[To do]
Search the listing below for the word "tunnel" and copy each line that holds it.

[Dataset records]
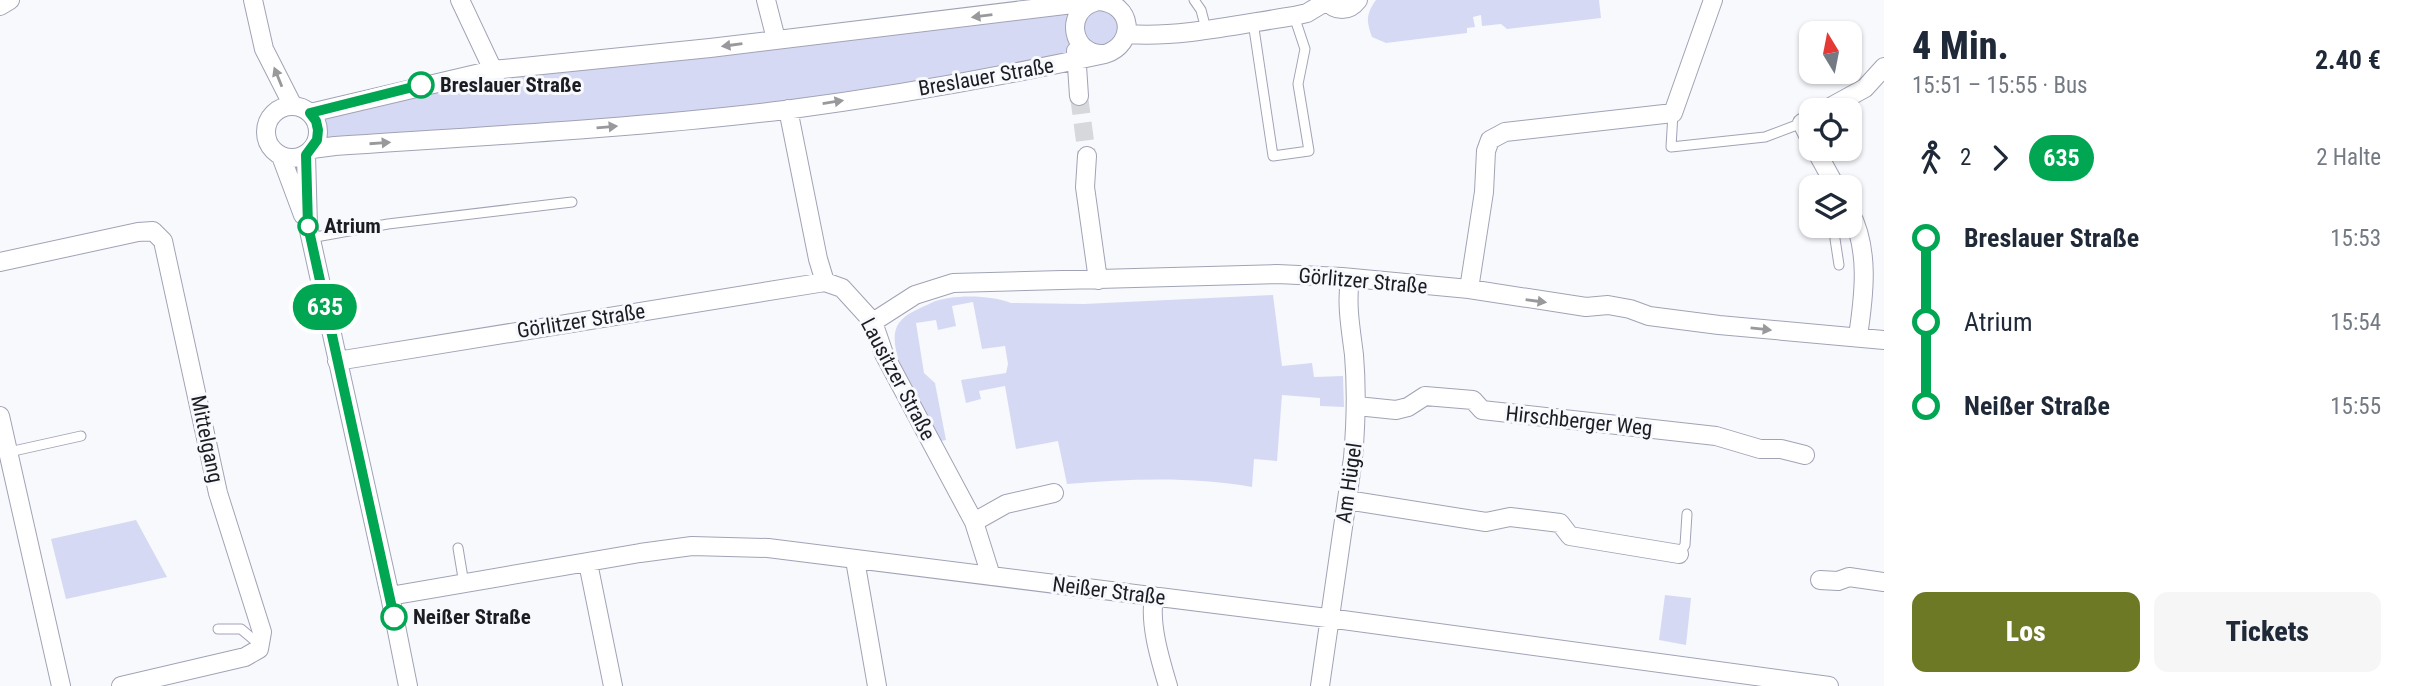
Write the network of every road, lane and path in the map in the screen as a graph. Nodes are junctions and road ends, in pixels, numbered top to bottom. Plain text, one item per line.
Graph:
1 (10, 0) edge
2 (253, 0) edge
3 (460, 0) edge
4 (766, 0) edge
5 (1194, 0) edge
6 (1358, 0) edge
7 (1713, 0) edge
8 (1326, 1) edge
9 (1111, 2) edge
10 (0, 6) edge
11 (1294, 16) junction
12 (1253, 22) junction
13 (1206, 29) junction
14 (1127, 34) junction
15 (776, 39) junction
16 (1077, 40) junction
17 (1105, 54) junction
18 (1075, 61) junction
19 (1884, 67) edge
20 (493, 70) junction
21 (1079, 96) tunnel mouth
22 (1846, 98) edge
23 (302, 109) junction
24 (788, 109) junction
25 (1673, 113) junction
26 (1799, 124) edge
27 (309, 152) junction
28 (281, 156) junction
29 (1087, 156) tunnel mouth
30 (572, 202) dead end
31 (309, 232) junction
32 (1859, 238) edge
33 (1835, 239) dead end
34 (0, 262) edge
35 (1839, 265) dead end
36 (1350, 279) junction
37 (1098, 280) junction
38 (825, 282) junction
39 (1469, 289) junction
40 (873, 322) junction
41 (1858, 336) junction
42 (1884, 340) edge
43 (337, 361) junction
44 (1357, 406) junction
45 (0, 416) edge
46 (81, 436) dead end
47 (9, 452) junction
48 (1805, 455) dead end
49 (1054, 493) dead end
50 (1347, 499) junction
51 (1687, 514) dead end
52 (974, 522) junction
53 (458, 548) dead end
54 (1679, 554) joint
55 (855, 560) junction
56 (588, 563) junction
57 (991, 576) junction
58 (1820, 580) dead end
59 (1884, 582) edge
60 (464, 584) junction
61 (390, 596) junction
62 (1154, 596) junction
63 (1329, 618) junction
64 (218, 629) dead end
65 (259, 647) junction
66 (61, 686) edge
67 (121, 686) edge
68 (408, 686) edge
69 (613, 686) edge
70 (877, 686) edge
71 (1168, 686) edge
72 (1320, 686) edge
73 (1829, 686) edge

1 - 10 street
23 -> 2 street
3 - 20 street
4 - 15 street
5 - 13 lane
6 - 8 street
7 - 25 street
8 - 11 street
9 - 14 street
9 -> 15 street
9 - 16 street, Breslauer Straße
11 - 12 street
11 - 12 lane
12 - 13 street
13 - 14 street
14 - 17 street, Breslauer Straße
15 -> 20 street
16 - 17 street, Breslauer Straße
16 - 18 street, Breslauer Straße
17 - 18 street, Breslauer Straße
18 - 21 street
24 -> 18 street, Breslauer Straße
19 - 22 street
20 - 23 street
23 - 27 street
23 - 28 street
27 -> 24 street, Breslauer Straße
24 - 38 street
25 - 26 lane
25 - 39 street
27 - 28 street
27 - 31 street
28 - 31 street
29 - 37 street
30 - 31 lane
31 - 43 street
32 - 41 street
33 - 35 lane
34 - 65 street, Mittelgang
36 - 37 street, Görlitzer Straße
36 - 39 street, Görlitzer Straße
36 - 44 street, Am Hügel
37 - 40 street, Görlitzer Straße
38 - 40 street, Lausitzer Straße
38 - 43 street, Görlitzer Straße
39 -> 41 street, Görlitzer Straße
40 - 52 street, Lausitzer Straße
41 - 42 street, Görlitzer Straße
43 - 61 street
44 - 48 street, Hirschberger Weg
44 - 50 street, Am Hügel
45 - 47 street
46 - 47 lane
47 - 66 street
49 - 52 street
50 - 54 street
50 - 63 street, Am Hügel
51 - 54 lane
52 - 57 street, Lausitzer Straße
53 - 60 lane
55 - 56 street, Neißer Straße
55 - 57 street, Neißer Straße
55 - 70 street
56 - 60 street, Neißer Straße
56 - 69 street
57 - 62 street, Neißer Straße
58 - 59 street
60 - 61 street, Neißer Straße
61 - 68 street
62 - 63 street, Neißer Straße
62 - 71 street
63 - 72 street, Am Hügel
63 - 73 street, Neißer Straße
64 - 65 lane
65 - 67 street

[Solution to this problem]
21 (1079, 96) tunnel mouth
29 (1087, 156) tunnel mouth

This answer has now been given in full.